Há 12 anos, Holanda goleava Espanha por 5 a 1 na estreia da Copa de 2014
O jogo reeditou a final de 2010 e expôs o fim do ciclo espanhol
247 - Em 13 de junho de 2014, a Holanda venceu a Espanha por 5 a 1 na Arena Fonte Nova, em Salvador, para 48.173 torcedores, na primeira rodada da Copa do Mundo do Brasil. A partida reeditava a final de 2010, vencida pela Espanha na prorrogação, e terminou com ampla vantagem holandesa.
A Espanha abriu o placar com Xabi Alonso, de pênalti, aos 27 minutos. Antes do intervalo, Robin van Persie empatou ao se atirar no ar e cabecear por cobertura sobre o goleiro Iker Casillas, em jogada iniciada por lançamento de Daley Blind. No segundo tempo, a Holanda marcou mais quatro vezes: Arjen Robben fez dois gols, Van Persie completou o seu segundo e De Vrij fechou o placar. Casillas falhou em lances que originaram gols holandeses.
O resultado teve efeito direto na classificação. A Espanha, campeã mundial em 2010 e campeã europeia em 2008 e 2012, foi eliminada ainda na fase de grupos, após nova derrota, para o Chile. Encerrava-se ali o ciclo dominante da seleção espanhola, baseada no estilo de posse de bola conhecido como tiki-taka.

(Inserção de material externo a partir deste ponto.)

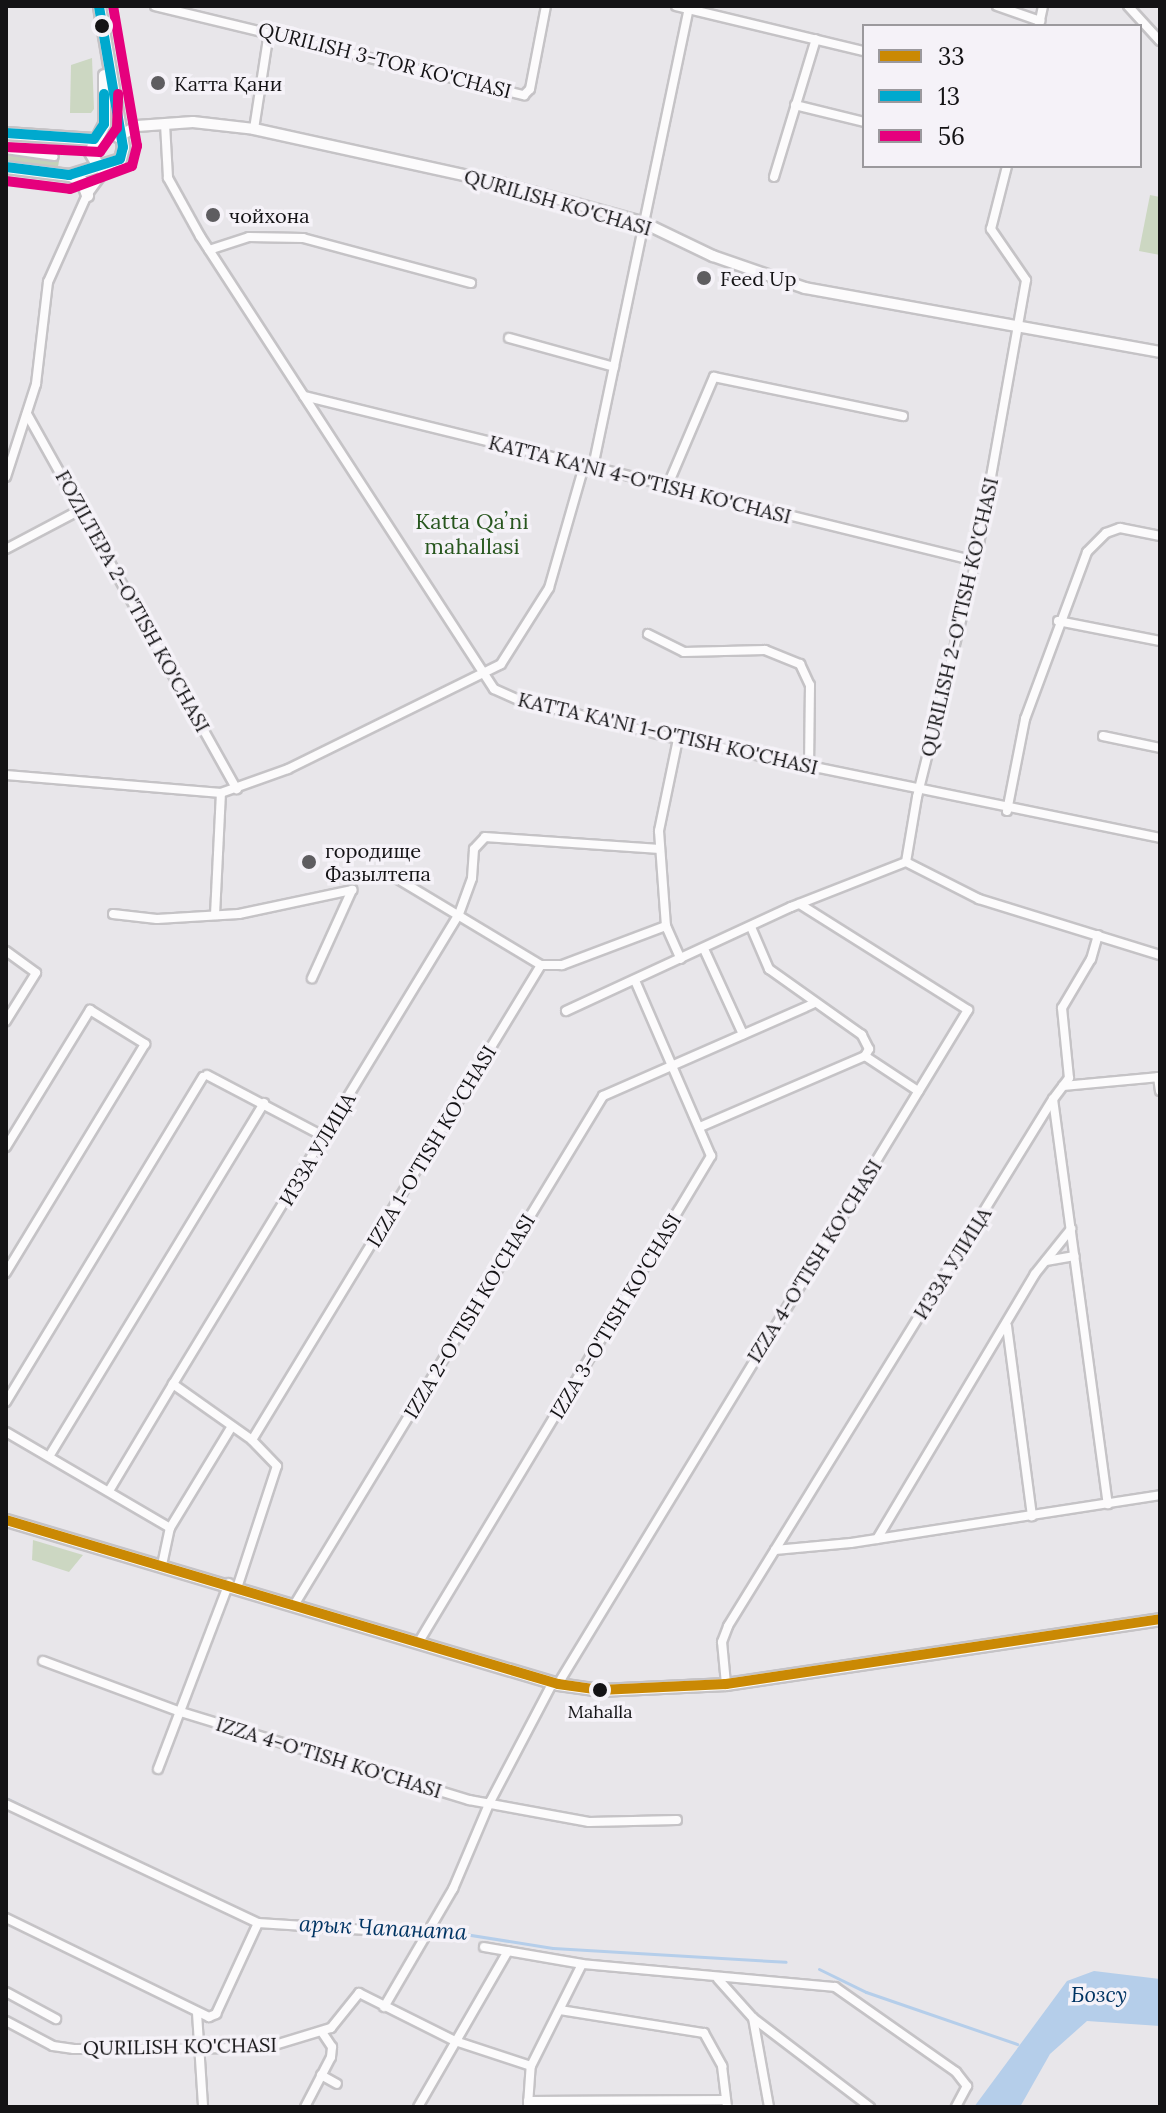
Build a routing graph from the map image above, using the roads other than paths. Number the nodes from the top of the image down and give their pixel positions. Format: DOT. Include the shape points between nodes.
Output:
graph roads {
  1 [pos="99,6"];
  2 [pos="155,6"];
  3 [pos="546,6"];
  4 [pos="676,6"];
  5 [pos="997,6"];
  6 [pos="1043,6"];
  7 [pos="1128,6"];
  8 [pos="689,9"];
  9 [pos="1040,24"];
  10 [pos="269,32"];
  11 [pos="816,39"];
  12 [pos="1160,41"];
  13 [pos="104,47"];
  14 [pos="862,50"];
  15 [pos="795,105"];
  16 [pos="117,118"];
  17 [pos="862,122"];
  18 [pos="165,124"];
  19 [pos="137,126"];
  20 [pos="254,129"];
  21 [pos="6,133"];
  22 [pos="98,136"];
  23 [pos="118,137"];
  24 [pos="6,150"];
  25 [pos="90,154"];
  26 [pos="54,157"];
  27 [pos="108,166"];
  28 [pos="6,167"];
  29 [pos="1006,168"];
  30 [pos="89,171"];
  31 [pos="69,175"];
  32 [pos="774,177"];
  33 [pos="87,195"];
  34 [pos="642,222"];
  35 [pos="209,250"];
  36 [pos="471,283"];
  37 [pos="1017,325"];
  38 [pos="509,338"];
  39 [pos="1160,352"];
  40 [pos="614,367"];
  41 [pos="304,396"];
  42 [pos="27,414"];
  43 [pos="903,416"];
  44 [pos="593,467"];
  45 [pos="6,477"];
  46 [pos="667,487"];
  47 [pos="82,509"];
  48 [pos="1160,536"];
  49 [pos="6,549"];
  50 [pos="976,561"];
  51 [pos="1058,621"];
  52 [pos="648,634"];
  53 [pos="1160,641"];
  54 [pos="481,676"];
  55 [pos="1103,736"];
  56 [pos="678,739"];
  57 [pos="1160,748"];
  58 [pos="809,767"];
  59 [pos="6,775"];
  60 [pos="921,786"];
  61 [pos="237,789"];
  62 [pos="221,793"];
  63 [pos="1007,811"];
  64 [pos="1160,838"];
  65 [pos="660,849"];
  66 [pos="906,862"];
  67 [pos="396,878"];
  68 [pos="800,904"];
  69 [pos="113,914"];
  70 [pos="459,914"];
  71 [pos="215,915"];
  72 [pos="666,926"];
  73 [pos="751,927"];
  74 [pos="1098,935"];
  75 [pos="704,949"];
  76 [pos="6,951"];
  77 [pos="1160,955"];
  78 [pos="681,959"];
  79 [pos="541,965"];
  80 [pos="312,978"];
  81 [pos="635,980"];
  82 [pos="813,1004"];
  83 [pos="566,1011"];
  84 [pos="6,1021"];
  85 [pos="743,1034"];
  86 [pos="865,1056"];
  87 [pos="672,1063"];
  88 [pos="1159,1077"];
  89 [pos="1063,1086"];
  90 [pos="918,1091"];
  91 [pos="1160,1091"];
  92 [pos="1053,1099"];
  93 [pos="264,1103"];
  94 [pos="700,1127"];
  95 [pos="325,1137"];
  96 [pos="6,1147"];
  97 [pos="1071,1229"];
  98 [pos="1075,1256"];
  99 [pos="1045,1261"];
  100 [pos="6,1273"];
  101 [pos="1007,1325"];
  102 [pos="173,1384"];
  103 [pos="6,1402"];
  104 [pos="232,1426"];
  105 [pos="6,1432"];
  106 [pos="252,1440"];
  107 [pos="50,1455"];
  108 [pos="109,1491"];
  109 [pos="1160,1495"];
  110 [pos="1108,1504"];
  111 [pos="1032,1516"];
  112 [pos="6,1520"];
  113 [pos="170,1528"];
  114 [pos="877,1539"];
  115 [pos="775,1550"];
  116 [pos="162,1565"];
  117 [pos="234,1583"];
  118 [pos="296,1602"];
  119 [pos="1160,1619"];
  120 [pos="420,1640"];
  121 [pos="43,1661"];
  122 [pos="556,1683"];
  123 [pos="726,1684"];
  124 [pos="181,1712"];
  125 [pos="158,1769"];
  126 [pos="490,1802"];
  127 [pos="6,1804"];
  128 [pos="677,1820"];
  129 [pos="6,1918"];
  130 [pos="258,1923"];
  131 [pos="430,1933"];
  132 [pos="484,1947"];
  133 [pos="508,1951"];
  134 [pos="582,1964"];
  135 [pos="718,1979"];
  136 [pos="6,1992"];
  137 [pos="384,2007"];
  138 [pos="560,2010"];
  139 [pos="197,2013"];
  140 [pos="753,2018"];
  141 [pos="56,2019"];
  142 [pos="6,2021"];
  143 [pos="322,2032"];
  144 [pos="455,2041"];
  145 [pos="199,2047"];
  146 [pos="531,2066"];
  147 [pos="321,2075"];
  148 [pos="337,2084"];
  149 [pos="528,2104"];
  150 [pos="727,2104"];
  151 [pos="203,2107"];
  152 [pos="305,2107"];
  153 [pos="418,2107"];
  154 [pos="769,2107"];
  155 [pos="870,2107"];
  156 [pos="956,2107"];
  1 -- 13 [label="main road"];
  2 -- 10 [label="street, QURILISH 3-TOR KO'CHASI"];
  3 -- 10 [label="street, QURILISH 3-TOR KO'CHASI" via="530,89 524,95"];
  4 -- 8 [label="street"];
  5 -- 9 [label="street"];
  6 -- 9 [label="street"];
  7 -- 12 [label="street"];
  8 -- 11 [label="street"];
  8 -- 34 [label="street"];
  10 -- 20 [label="street"];
  11 -- 14 [label="street"];
  11 -- 15 [label="street"];
  13 -- 16 [label="main road"];
  13 -- 22 [label="main road"];
  15 -- 17 [label="street"];
  15 -- 32 [label="street"];
  16 -- 19 [label="street, QURILISH KO'CHASI"];
  16 -- 23 [label="main road"];
  18 -- 19 [label="street, QURILISH KO'CHASI"];
  18 -- 20 [label="street, QURILISH KO'CHASI"];
  18 -- 35 [label="street, KATTA KA'NI 1-O'TISH KO'CHASI" via="168,178"];
  19 -- 23 [label="street, QURILISH KO'CHASI"];
  20 -- 34 [label="street, QURILISH KO'CHASI" via="504,184"];
  21 -- 22 [label="main road"];
  22 -- 23 [label="main road"];
  22 -- 25 [label="main road"];
  23 -- 27 [label="main road" via="123,155"];
  24 -- 26 [label="street"];
  25 -- 27 [label="main road"];
  25 -- 30 [label="street"];
  27 -- 30 [label="main road"];
  27 -- 33 [label="street"];
  28 -- 31 [label="main road"];
  29 -- 37 [label="street, QURILISH 2-O'TISH KO'CHASI" via="991,229 1026,280"];
  30 -- 31 [label="main road"];
  30 -- 33 [label="street"];
  31 -- 33 [label="main road" via="81,180"];
  33 -- 42 [label="street" via="45,294 38,376"];
  34 -- 37 [label="street, QURILISH KO'CHASI" via="713,256 805,288"];
  34 -- 40 [label="street"];
  35 -- 36 [label="street" via="249,237 303,238"];
  35 -- 41 [label="street, KATTA KA'NI 1-O'TISH KO'CHASI"];
  37 -- 39 [label="street, QURILISH KO'CHASI"];
  37 -- 50 [label="street, QURILISH 2-O'TISH KO'CHASI"];
  38 -- 40 [label="street"];
  40 -- 44 [label="street"];
  41 -- 44 [label="street, KATTA KA'NI 4-O'TISH KO'CHASI"];
  41 -- 54 [label="street, KATTA KA'NI 1-O'TISH KO'CHASI"];
  42 -- 45 [label="street"];
  42 -- 47 [label="street, FOZILTEPA 2-O'TISH KO'CHASI"];
  43 -- 46 [label="street" via="714,377"];
  44 -- 46 [label="street, KATTA KA'NI 4-O'TISH KO'CHASI"];
  44 -- 54 [label="street" via="582,473 549,588 510,653"];
  46 -- 50 [label="street, KATTA KA'NI 4-O'TISH KO'CHASI"];
  47 -- 49 [label="street"];
  47 -- 61 [label="street, FOZILTEPA 2-O'TISH KO'CHASI"];
  48 -- 51 [label="street" via="1120,528 1094,542"];
  50 -- 60 [label="street, QURILISH 2-O'TISH KO'CHASI"];
  51 -- 53 [label="street"];
  51 -- 63 [label="street" via="1025,719"];
  52 -- 58 [label="street" via="684,652 765,650 800,664 810,685"];
  54 -- 56 [label="street, KATTA KA'NI 1-O'TISH KO'CHASI" via="519,700"];
  54 -- 61 [label="street"];
  55 -- 57 [label="street"];
  56 -- 58 [label="street, KATTA KA'NI 1-O'TISH KO'CHASI"];
  56 -- 65 [label="street"];
  58 -- 60 [label="street, KATTA KA'NI 1-O'TISH KO'CHASI"];
  59 -- 62 [label="street"];
  60 -- 63 [label="street, KATTA KA'NI 1-O'TISH KO'CHASI"];
  60 -- 66 [label="street, QURILISH 2-O'TISH KO'CHASI"];
  61 -- 62 [label="street"];
  62 -- 71 [label="street"];
  63 -- 64 [label="street, KATTA KA'NI 1-O'TISH KO'CHASI"];
  65 -- 70 [label="street, ИЗЗА УЛИЦА" via="485,837 474,849 472,878"];
  65 -- 72 [label="street"];
  66 -- 68 [label="street"];
  66 -- 74 [label="street" via="979,899"];
  67 -- 70 [label="street"];
  68 -- 73 [label="street"];
  68 -- 90 [label="street, IZZA 4-O'TISH KO'CHASI" via="968,1010"];
  69 -- 71 [label="street" via="157,919"];
  70 -- 79 [label="street"];
  70 -- 95 [label="street, ИЗЗА УЛИЦА"];
  71 -- 80 [label="street" via="352,890"];
  72 -- 78 [label="street"];
  72 -- 79 [label="street" via="562,965"];
  73 -- 75 [label="street"];
  73 -- 82 [label="street" via="769,969"];
  74 -- 77 [label="street"];
  74 -- 89 [label="street" via="1091,959 1062,1008 1069,1078"];
  75 -- 78 [label="street"];
  75 -- 85 [label="street"];
  76 -- 84 [label="street" via="36,973"];
  78 -- 81 [label="street"];
  79 -- 106 [label="street, IZZA 1-O'TISH KO'CHASI"];
  81 -- 83 [label="street"];
  81 -- 87 [label="street, IZZA 3-O'TISH KO'CHASI"];
  82 -- 85 [label="street, IZZA 2-O'TISH KO'CHASI"];
  82 -- 86 [label="street" via="862,1035 869,1049"];
  85 -- 87 [label="street, IZZA 2-O'TISH KO'CHASI"];
  86 -- 90 [label="street"];
  86 -- 94 [label="street"];
  87 -- 94 [label="street, IZZA 3-O'TISH KO'CHASI"];
  87 -- 118 [label="street, IZZA 2-O'TISH KO'CHASI" via="603,1096"];
  88 -- 89 [label="street"];
  88 -- 91 [label="street"];
  89 -- 92 [label="street, ИЗЗА УЛИЦА"];
  90 -- 122 [label="street, IZZA 4-O'TISH KO'CHASI"];
  92 -- 97 [label="street"];
  92 -- 115 [label="street, ИЗЗА УЛИЦА"];
  93 -- 95 [label="street"];
  93 -- 103 [label="street" via="205,1076"];
  93 -- 107 [label="street"];
  94 -- 120 [label="street, IZZA 3-O'TISH KO'CHASI" via="711,1156"];
  95 -- 102 [label="street, ИЗЗА УЛИЦА"];
  96 -- 100 [label="street" via="90,1010 145,1044"];
  97 -- 98 [label="street"];
  97 -- 99 [label="street"];
  98 -- 99 [label="street"];
  98 -- 110 [label="street"];
  99 -- 101 [label="street"];
  101 -- 111 [label="street"];
  101 -- 114 [label="street"];
  102 -- 104 [label="street"];
  102 -- 108 [label="street, ИЗЗА УЛИЦА"];
  104 -- 106 [label="street"];
  104 -- 113 [label="street"];
  105 -- 107 [label="street"];
  106 -- 117 [label="street" via="275,1461 278,1472"];
  107 -- 108 [label="street"];
  108 -- 113 [label="street"];
  109 -- 110 [label="street"];
  110 -- 111 [label="street"];
  111 -- 114 [label="street"];
  112 -- 116 [label="main road"];
  113 -- 116 [label="street"];
  114 -- 115 [label="street"];
  115 -- 123 [label="street, ИЗЗА УЛИЦА" via="722,1642"];
  116 -- 117 [label="main road"];
  117 -- 118 [label="main road"];
  117 -- 124 [label="street"];
  118 -- 120 [label="main road"];
  119 -- 123 [label="main road"];
  120 -- 122 [label="main road"];
  121 -- 124 [label="street, IZZA 4-O'TISH KO'CHASI"];
  122 -- 123 [label="main road" via="626,1691"];
  122 -- 126 [label="street, IZZA 4-O'TISH KO'CHASI"];
  124 -- 125 [label="street"];
  124 -- 126 [label="street, IZZA 4-O'TISH KO'CHASI"];
  126 -- 128 [label="street" via="589,1822"];
  126 -- 131 [label="street"];
  127 -- 130 [label="street"];
  129 -- 139 [label="street"];
  130 -- 131 [label="street"];
  130 -- 139 [label="street" via="216,2014"];
  131 -- 137 [label="street"];
  132 -- 133 [label="street"];
  133 -- 134 [label="street"];
  133 -- 144 [label="street"];
  134 -- 135 [label="street"];
  134 -- 138 [label="street"];
  135 -- 140 [label="street"];
  135 -- 156 [label="street" via="835,1987 956,2072 967,2086"];
  136 -- 141 [label="street"];
  137 -- 143 [label="street, QURILISH KO'CHASI" via="359,1993"];
  137 -- 144 [label="street"];
  138 -- 146 [label="street"];
  138 -- 150 [label="street" via="704,2033 722,2066"];
  139 -- 145 [label="street"];
  140 -- 154 [label="street"];
  140 -- 155 [label="street"];
  142 -- 145 [label="street, QURILISH KO'CHASI" via="53,2046"];
  143 -- 145 [label="street, QURILISH KO'CHASI" via="265,2048"];
  143 -- 147 [label="street" via="332,2047"];
  144 -- 146 [label="street"];
  144 -- 153 [label="street"];
  145 -- 151 [label="street"];
  146 -- 149 [label="street"];
  147 -- 148 [label="street"];
  147 -- 152 [label="street"];
  149 -- 150 [label="street"];
}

A Holanda, dirigida por Louis van Gaal, avançou como líder do grupo e seguiu invicta no tempo regulamentar até a semifinal, quando foi eliminada pela Argentina nos pênaltis. Terminou o torneio em terceiro lugar, após vencer o Brasil na disputa pelo bronze.
A goleada de Salvador foi o placar mais elástico entre campeões mundiais em jogos de Copa desde 1950 e marcou a maior derrota da Espanha em Mundiais. O gol de Van Persie foi posteriormente eleito o mais bonito da fase de grupos por votação da FIFA.

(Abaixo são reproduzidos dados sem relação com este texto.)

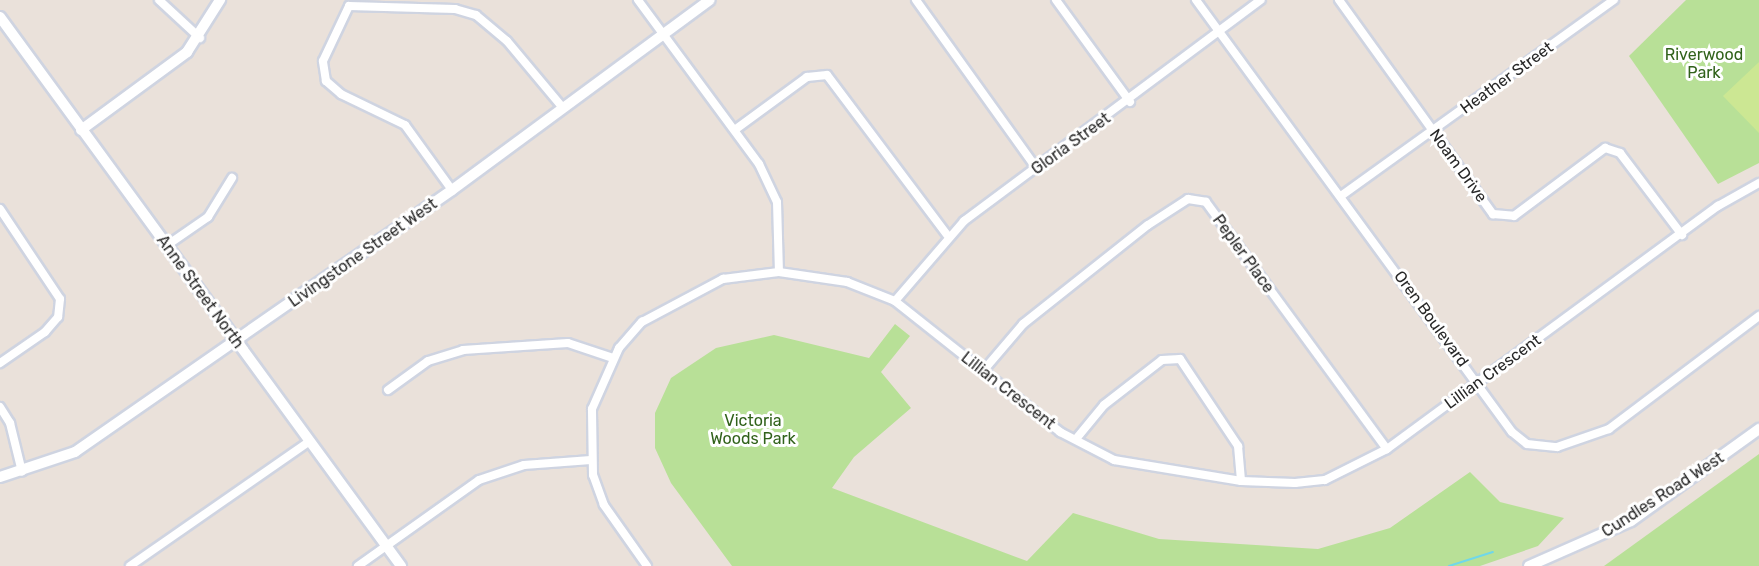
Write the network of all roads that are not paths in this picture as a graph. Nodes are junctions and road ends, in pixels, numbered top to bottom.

Para Robben e Van Persie, o jogo representou uma resposta à final perdida quatro anos antes — Robben havia desperdiçado uma chance clara na decisão de 2010.
Doze anos depois, a partida é referência ao se discutir o encerramento de ciclos vitoriosos: a Espanha, que havia dominado o futebol mundial por seis anos, deixou a Copa de 2014 ainda na primeira fase, começando pela derrota em Salvador.